----- Excerpted records

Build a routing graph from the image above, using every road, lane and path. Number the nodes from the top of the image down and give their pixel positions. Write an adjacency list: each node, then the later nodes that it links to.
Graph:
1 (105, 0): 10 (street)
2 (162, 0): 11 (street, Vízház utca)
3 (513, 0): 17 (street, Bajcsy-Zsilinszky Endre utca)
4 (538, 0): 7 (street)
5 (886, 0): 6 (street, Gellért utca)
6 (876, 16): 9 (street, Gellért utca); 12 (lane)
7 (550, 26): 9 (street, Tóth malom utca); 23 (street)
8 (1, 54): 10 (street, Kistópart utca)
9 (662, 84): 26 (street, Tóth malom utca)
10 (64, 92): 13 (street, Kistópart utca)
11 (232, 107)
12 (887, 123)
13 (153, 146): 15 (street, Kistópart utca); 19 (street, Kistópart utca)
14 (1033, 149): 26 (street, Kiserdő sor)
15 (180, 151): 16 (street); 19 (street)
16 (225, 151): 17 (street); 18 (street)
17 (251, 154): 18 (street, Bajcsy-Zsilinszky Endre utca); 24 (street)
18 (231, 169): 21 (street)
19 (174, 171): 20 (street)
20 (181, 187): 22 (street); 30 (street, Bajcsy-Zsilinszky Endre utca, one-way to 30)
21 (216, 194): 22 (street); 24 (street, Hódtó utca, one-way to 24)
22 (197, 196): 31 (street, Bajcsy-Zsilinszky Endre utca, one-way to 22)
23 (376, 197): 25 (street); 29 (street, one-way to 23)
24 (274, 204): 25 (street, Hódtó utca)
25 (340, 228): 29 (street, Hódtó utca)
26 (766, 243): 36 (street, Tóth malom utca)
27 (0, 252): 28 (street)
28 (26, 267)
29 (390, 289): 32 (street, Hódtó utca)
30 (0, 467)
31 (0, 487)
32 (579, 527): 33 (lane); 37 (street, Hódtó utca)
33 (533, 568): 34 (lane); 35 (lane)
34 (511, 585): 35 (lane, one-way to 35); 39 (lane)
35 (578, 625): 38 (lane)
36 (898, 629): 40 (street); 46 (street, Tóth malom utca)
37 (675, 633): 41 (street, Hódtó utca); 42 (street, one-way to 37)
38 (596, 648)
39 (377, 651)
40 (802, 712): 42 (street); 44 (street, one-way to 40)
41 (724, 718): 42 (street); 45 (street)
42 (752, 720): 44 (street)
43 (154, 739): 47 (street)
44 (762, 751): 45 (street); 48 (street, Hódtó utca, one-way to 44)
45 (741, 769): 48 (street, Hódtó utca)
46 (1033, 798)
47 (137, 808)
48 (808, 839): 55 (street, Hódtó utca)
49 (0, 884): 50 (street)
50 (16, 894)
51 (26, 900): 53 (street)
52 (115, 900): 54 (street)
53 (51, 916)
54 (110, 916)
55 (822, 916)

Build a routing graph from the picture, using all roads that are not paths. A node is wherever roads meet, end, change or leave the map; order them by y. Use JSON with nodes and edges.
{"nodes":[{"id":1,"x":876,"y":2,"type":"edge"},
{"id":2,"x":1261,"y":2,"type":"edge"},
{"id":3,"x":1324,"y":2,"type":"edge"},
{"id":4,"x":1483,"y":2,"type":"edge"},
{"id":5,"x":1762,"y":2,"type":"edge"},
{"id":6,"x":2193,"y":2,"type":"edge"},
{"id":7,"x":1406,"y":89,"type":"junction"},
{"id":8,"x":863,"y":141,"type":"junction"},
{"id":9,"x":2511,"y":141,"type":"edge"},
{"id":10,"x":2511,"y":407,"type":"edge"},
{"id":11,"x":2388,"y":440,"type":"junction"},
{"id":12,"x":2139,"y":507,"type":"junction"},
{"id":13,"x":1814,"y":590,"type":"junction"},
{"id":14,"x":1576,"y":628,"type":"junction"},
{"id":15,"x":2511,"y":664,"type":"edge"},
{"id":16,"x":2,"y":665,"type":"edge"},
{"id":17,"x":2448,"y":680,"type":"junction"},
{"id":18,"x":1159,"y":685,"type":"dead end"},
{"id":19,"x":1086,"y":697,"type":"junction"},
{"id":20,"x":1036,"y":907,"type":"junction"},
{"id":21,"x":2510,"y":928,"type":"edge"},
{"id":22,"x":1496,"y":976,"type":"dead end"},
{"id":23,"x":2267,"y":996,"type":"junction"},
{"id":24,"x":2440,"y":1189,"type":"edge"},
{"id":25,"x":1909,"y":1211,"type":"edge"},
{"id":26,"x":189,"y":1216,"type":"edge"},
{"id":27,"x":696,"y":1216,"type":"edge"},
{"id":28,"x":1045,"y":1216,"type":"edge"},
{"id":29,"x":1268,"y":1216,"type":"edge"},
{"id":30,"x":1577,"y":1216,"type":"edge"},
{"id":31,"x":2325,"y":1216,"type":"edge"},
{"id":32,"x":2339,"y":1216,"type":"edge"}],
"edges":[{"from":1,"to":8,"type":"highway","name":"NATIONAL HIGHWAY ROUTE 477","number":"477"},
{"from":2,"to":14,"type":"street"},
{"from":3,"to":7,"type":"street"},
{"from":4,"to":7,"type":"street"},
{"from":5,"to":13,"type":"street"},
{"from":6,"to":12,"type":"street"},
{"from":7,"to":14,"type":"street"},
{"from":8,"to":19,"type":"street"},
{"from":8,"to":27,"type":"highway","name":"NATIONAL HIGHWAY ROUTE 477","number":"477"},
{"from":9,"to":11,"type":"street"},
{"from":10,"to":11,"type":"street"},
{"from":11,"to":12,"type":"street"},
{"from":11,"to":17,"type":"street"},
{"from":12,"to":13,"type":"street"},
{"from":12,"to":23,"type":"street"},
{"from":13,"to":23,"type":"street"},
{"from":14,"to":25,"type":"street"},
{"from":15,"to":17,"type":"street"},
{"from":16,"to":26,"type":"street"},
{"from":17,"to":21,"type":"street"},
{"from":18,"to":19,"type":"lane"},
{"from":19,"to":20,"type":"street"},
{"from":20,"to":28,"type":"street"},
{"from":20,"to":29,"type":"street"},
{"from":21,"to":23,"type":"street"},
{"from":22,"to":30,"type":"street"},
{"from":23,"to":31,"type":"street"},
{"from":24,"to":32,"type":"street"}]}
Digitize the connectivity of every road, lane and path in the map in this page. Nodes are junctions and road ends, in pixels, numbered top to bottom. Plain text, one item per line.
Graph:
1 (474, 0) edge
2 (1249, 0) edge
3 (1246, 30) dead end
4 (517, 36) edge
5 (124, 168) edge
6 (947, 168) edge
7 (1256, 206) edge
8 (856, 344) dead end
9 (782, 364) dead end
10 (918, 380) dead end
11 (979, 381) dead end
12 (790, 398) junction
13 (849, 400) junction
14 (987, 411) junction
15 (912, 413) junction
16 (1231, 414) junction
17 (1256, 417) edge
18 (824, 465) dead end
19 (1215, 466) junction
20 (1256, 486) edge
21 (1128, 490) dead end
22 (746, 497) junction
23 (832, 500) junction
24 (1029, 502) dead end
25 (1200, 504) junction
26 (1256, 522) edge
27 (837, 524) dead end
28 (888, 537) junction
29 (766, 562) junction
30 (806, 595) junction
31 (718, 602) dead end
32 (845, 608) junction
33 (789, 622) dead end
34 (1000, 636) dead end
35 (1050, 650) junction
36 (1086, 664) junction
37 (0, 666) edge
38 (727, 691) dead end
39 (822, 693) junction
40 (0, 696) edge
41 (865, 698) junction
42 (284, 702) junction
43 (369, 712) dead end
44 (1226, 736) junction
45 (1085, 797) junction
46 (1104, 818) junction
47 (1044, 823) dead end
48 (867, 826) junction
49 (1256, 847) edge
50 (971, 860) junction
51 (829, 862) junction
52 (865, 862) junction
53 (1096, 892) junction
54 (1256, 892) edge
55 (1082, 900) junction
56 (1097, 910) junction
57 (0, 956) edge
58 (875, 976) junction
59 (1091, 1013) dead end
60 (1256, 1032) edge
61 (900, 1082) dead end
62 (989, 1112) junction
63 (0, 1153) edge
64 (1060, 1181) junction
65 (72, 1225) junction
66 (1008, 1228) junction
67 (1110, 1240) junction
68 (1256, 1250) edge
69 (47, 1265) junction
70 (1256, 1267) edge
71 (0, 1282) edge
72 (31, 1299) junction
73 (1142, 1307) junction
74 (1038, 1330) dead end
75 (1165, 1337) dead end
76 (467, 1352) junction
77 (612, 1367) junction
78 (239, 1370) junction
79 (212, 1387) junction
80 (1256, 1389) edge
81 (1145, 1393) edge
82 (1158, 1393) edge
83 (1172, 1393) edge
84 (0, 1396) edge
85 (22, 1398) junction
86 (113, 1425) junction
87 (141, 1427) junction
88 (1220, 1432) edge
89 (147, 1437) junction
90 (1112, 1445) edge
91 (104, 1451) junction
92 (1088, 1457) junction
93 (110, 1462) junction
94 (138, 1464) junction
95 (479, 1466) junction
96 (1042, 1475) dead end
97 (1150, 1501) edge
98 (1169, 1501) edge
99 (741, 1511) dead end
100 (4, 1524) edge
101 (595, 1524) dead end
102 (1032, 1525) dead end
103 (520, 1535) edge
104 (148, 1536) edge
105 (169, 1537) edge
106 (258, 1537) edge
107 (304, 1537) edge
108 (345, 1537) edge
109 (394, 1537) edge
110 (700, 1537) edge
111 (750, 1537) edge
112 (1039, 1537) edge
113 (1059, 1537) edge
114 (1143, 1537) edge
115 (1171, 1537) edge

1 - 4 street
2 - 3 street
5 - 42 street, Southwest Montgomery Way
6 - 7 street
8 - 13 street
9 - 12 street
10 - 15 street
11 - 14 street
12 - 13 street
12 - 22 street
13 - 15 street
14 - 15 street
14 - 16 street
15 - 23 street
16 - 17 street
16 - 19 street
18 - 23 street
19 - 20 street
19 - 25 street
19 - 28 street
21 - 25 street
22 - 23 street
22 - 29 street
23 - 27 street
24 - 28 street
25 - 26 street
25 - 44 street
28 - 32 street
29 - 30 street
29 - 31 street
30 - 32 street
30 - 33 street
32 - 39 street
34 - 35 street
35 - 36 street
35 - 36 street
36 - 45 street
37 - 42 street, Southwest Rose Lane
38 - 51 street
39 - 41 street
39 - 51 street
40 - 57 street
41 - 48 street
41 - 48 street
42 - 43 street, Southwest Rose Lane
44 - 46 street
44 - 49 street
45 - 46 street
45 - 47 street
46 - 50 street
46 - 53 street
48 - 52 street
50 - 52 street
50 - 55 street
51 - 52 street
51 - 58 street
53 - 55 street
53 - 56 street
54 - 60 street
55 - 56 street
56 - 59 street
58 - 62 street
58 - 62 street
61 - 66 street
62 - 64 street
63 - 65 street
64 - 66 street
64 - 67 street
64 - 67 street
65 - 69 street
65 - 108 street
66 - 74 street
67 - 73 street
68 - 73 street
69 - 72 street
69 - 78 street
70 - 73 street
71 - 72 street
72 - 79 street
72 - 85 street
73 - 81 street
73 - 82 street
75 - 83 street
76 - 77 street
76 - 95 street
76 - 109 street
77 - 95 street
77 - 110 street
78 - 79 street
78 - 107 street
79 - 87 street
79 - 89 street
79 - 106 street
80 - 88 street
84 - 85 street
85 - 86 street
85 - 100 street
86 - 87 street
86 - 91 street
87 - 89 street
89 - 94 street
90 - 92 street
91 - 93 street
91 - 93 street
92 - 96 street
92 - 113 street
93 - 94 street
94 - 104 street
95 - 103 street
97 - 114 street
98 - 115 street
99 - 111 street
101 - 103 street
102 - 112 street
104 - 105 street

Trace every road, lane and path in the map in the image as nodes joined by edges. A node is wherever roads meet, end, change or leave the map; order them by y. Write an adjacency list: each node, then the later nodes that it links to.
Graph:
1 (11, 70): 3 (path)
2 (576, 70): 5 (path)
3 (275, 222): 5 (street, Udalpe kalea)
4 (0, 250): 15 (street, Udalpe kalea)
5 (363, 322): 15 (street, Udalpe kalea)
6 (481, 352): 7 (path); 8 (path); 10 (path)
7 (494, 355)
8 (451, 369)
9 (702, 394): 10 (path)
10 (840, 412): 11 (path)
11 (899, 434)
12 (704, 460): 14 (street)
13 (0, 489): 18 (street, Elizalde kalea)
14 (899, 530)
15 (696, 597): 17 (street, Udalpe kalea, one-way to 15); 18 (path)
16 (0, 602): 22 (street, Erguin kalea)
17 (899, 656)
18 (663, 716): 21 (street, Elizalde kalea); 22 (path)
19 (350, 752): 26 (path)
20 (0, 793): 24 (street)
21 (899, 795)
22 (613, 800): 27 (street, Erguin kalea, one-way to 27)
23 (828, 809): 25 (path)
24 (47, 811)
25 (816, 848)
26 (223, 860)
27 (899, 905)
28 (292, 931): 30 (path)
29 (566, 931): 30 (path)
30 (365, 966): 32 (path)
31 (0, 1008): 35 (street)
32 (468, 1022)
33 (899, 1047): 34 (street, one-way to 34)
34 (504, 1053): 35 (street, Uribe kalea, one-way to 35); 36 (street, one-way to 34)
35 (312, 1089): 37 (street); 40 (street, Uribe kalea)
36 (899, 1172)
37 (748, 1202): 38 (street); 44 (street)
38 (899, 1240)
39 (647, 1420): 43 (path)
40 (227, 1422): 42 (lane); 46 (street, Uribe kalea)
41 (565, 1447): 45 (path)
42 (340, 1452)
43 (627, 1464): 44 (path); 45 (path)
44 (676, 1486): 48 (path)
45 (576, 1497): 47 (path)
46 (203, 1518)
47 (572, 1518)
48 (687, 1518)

----------

— What the exercise asks —
Every line that contains the string "Zsilinszky" should be copied from the entries.

— Result of the task —
3 (513, 0): 17 (street, Bajcsy-Zsilinszky Endre utca)
17 (251, 154): 18 (street, Bajcsy-Zsilinszky Endre utca); 24 (street)
20 (181, 187): 22 (street); 30 (street, Bajcsy-Zsilinszky Endre utca, one-way to 30)
22 (197, 196): 31 (street, Bajcsy-Zsilinszky Endre utca, one-way to 22)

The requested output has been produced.